Speaking of IAM and trolls, Blackberry the patent troll (it sues companies through the rocket docket in Texas) passes patents to another patent troll and here is how IAM covered that yesterday:
Blackberry appears to have made a second significant patent disposal in the course of its turnaround strategy, in a deal facilitated by the relatively new IP transactions team at Hilco Global. The transaction history of the shell company that acquired the portfolio points toward a Chinese smartphone company as the possible buyer.
USPTO records show 24 separate assignments of a single patent right between an entity called “Hilco Patent Acquisition 55, LLC” and Golden Valley Holdings Limited. The assignments were all executed on 25th January, and were recorded between 23rd February and 8th March. A document attached to the latest assignment appears to lay out the full schedule of US and foreign rights being transacted – 177 assets in all, among them 31 US patent grants and applications.
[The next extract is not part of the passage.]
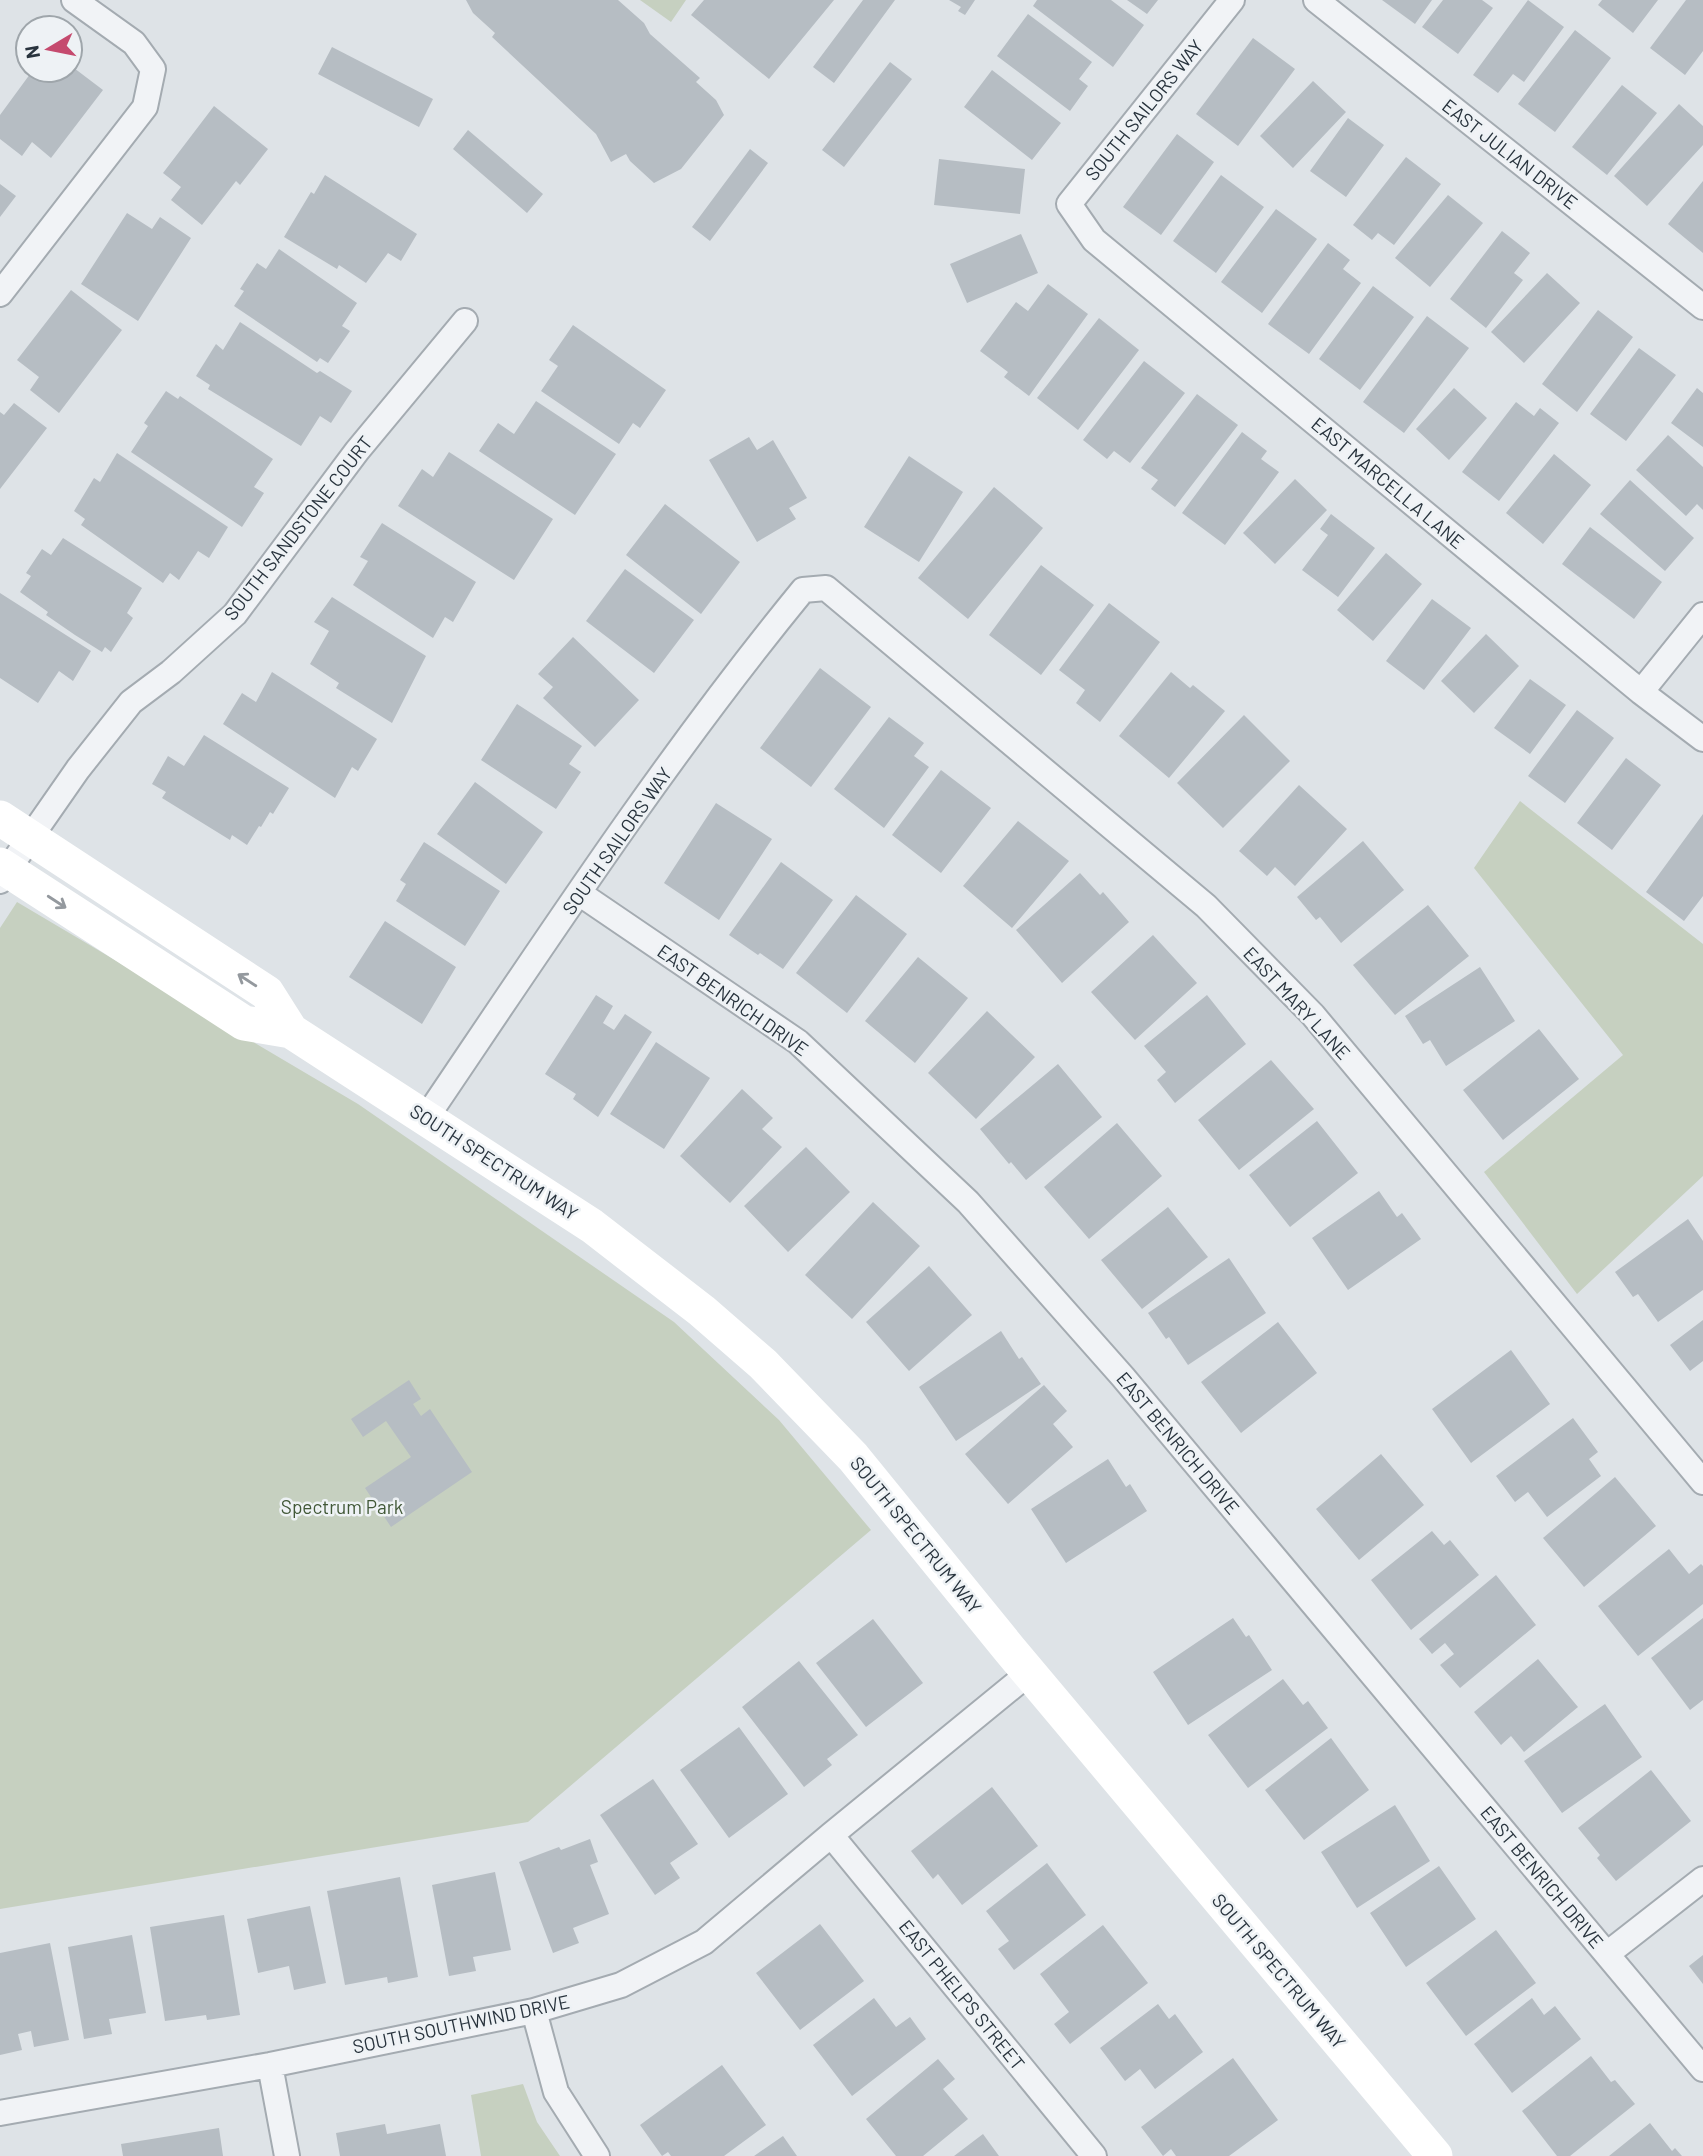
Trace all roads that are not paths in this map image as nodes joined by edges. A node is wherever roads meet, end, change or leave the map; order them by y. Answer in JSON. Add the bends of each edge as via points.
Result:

"Expect Hilco to go after phone manufacturers (probably Android), either publicly or behind closed doors, as the screenshot above suggests."In other news about trolls, Uniloc is back and it is using Apple again. Apple-centric sites say "the '852 patent for "Remote update of computers based on physical device recognition" covers a method of securely updating a user device with a software payload authenticated and received over the internet."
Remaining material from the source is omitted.